日時: 2020年2月3日（月）、14:35 - 15:30
場所: R-CCS 6階講堂
・講演題目：Scalable fixed mesh method for structure and fluid simulations
This presentation focuses on a scalable Eulerian finite volume method for structure and fluid-structure interaction (FSI) problems that are difficult to simulate in industry. In conventional simulation methods used in industry, structure problems are computed with Lagrangian methods, while fluid problems are computed with Eulerian methods. However, this approach poses three computational problems.
Firstly, we have to spend lots of labor and time to generate a computational mesh and modify the low-quality mesh for complex geometries. Secondly, data mapping/transfer between different mesh/solvers are required in fluid-structure interaction problems. Thirdly, Lagrangian methods using unstructured mesh are challenging to obtain good scalability in the massively parallel environment.
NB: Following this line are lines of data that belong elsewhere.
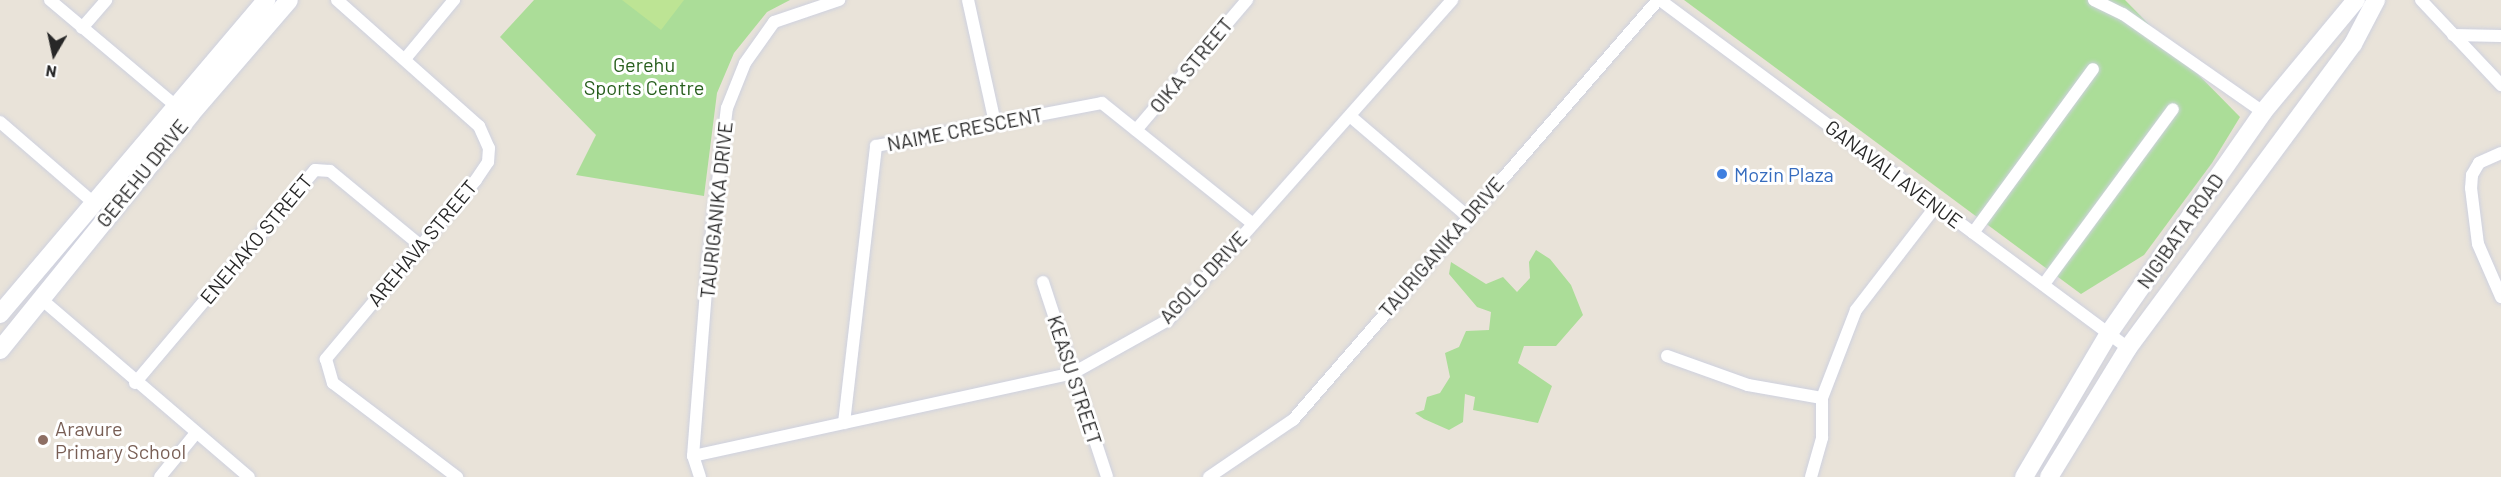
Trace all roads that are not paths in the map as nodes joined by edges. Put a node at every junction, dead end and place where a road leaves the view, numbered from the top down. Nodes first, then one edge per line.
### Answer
1 (50, 0) edge
2 (106, 0) edge
3 (266, 0) edge
4 (289, 0) edge
5 (337, 0) edge
6 (454, 0) edge
7 (839, 0) edge
8 (968, 0) edge
9 (1247, 0) edge
10 (1452, 0) edge
11 (1659, 0) edge
12 (2094, 0) edge
13 (2356, 0) edge
14 (2376, 0) edge
15 (2421, 0) edge
16 (82, 28) junction
17 (2453, 35) junction
18 (2501, 36) edge
19 (405, 59) junction
20 (2093, 69) dead end
21 (2501, 85) edge
22 (176, 106) junction
23 (2173, 109) dead end
24 (2263, 112) junction
25 (1350, 116) junction
26 (994, 123) junction
27 (1, 124) edge
28 (1136, 130) junction
29 (2501, 153) edge
30 (94, 202) junction
31 (1936, 206) junction
32 (1467, 216) junction
33 (1253, 224) junction
34 (1973, 233) junction
35 (421, 246) junction
36 (1043, 282) dead end
37 (2044, 284) junction
38 (2501, 297) edge
39 (40, 298) junction
40 (0, 314) edge
41 (2109, 333) junction
42 (2128, 348) junction
43 (0, 350) edge
44 (1667, 356) dead end
45 (1073, 373) junction
46 (135, 383) junction
47 (1822, 398) junction
48 (844, 423) junction
49 (196, 433) junction
50 (693, 456) junction
51 (160, 477) edge
52 (249, 477) edge
53 (457, 477) edge
54 (700, 477) edge
55 (1107, 477) edge
56 (1209, 477) edge
57 (1811, 477) edge
58 (2024, 477) edge
59 (2049, 477) edge

1 - 16 street
2 - 16 street
3 - 22 street, GEREHU DRIVE
4 - 39 street, GEREHU DRIVE
5 - 19 street, AREHAVA STREET
6 - 19 street
7 - 50 street, TAURIGANIKA DRIVE
8 - 26 street
9 - 28 street, OIKA STREET
10 - 25 street, AGOLO DRIVE
11 - 31 street, GANAVALI AVENUE
11 - 32 street, TAURIGANIKA DRIVE
12 - 24 street
13 - 24 street, NIGIBATA ROAD
14 - 42 street, NIGIBATA ROAD
15 - 17 street
16 - 22 street
17 - 18 street
17 - 21 street
19 - 35 street, AREHAVA STREET
20 - 34 street
22 - 30 street, GEREHU DRIVE
23 - 37 street
24 - 41 street, NIGIBATA ROAD
25 - 32 street
25 - 33 street, AGOLO DRIVE
26 - 28 street, NAIME CRESCENT
26 - 48 street, NAIME CRESCENT
27 - 30 street
28 - 33 street, NAIME CRESCENT
29 - 38 street
30 - 40 street, GEREHU DRIVE
31 - 34 street, GANAVALI AVENUE
31 - 47 street
32 - 56 street, TAURIGANIKA DRIVE
33 - 45 street, AGOLO DRIVE
34 - 37 street, GANAVALI AVENUE
35 - 46 street, ENEHAKO STREET
35 - 53 street, AREHAVA STREET
36 - 45 street, KEASU STREET
37 - 41 street, GANAVALI AVENUE
39 - 43 street, GEREHU DRIVE
39 - 46 street
41 - 42 street, GANAVALI AVENUE
41 - 58 street, NIGIBATA ROAD
42 - 59 street, NIGIBATA ROAD
44 - 47 street
45 - 48 street, AGOLO DRIVE
45 - 55 street, KEASU STREET
46 - 49 street
47 - 57 street
48 - 50 street, AGOLO DRIVE
49 - 51 street
49 - 52 street
50 - 54 street, TAURIGANIKA DRIVE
Considering the background as mentioned above, in my work, an Eulerian finite volume method using a scalable hierarchical Cartesian mesh method has been developed. The present method has the following three advantages. The first one is good scalability in a massively parallel computing environment. Secondly, we can quickly generate the computational mesh of complex geometries, such as a car body. In my talk, I will demonstrate the structural simulation of a car body, which is spatially discretized by approximately 200 million cells and was computed using 104,520 cores on the K computer. Thirdly, the proposed Eulerian method can also compute fluid-structure interaction problems in a unified manner.
In future work, we plan to conduct car crash simulations using many patterns of multi-material vehicle structures to study ultralight vehicle structures, and fluid-structure interaction simulation of buildings under high-wind conditions for disaster prevention and mitigation.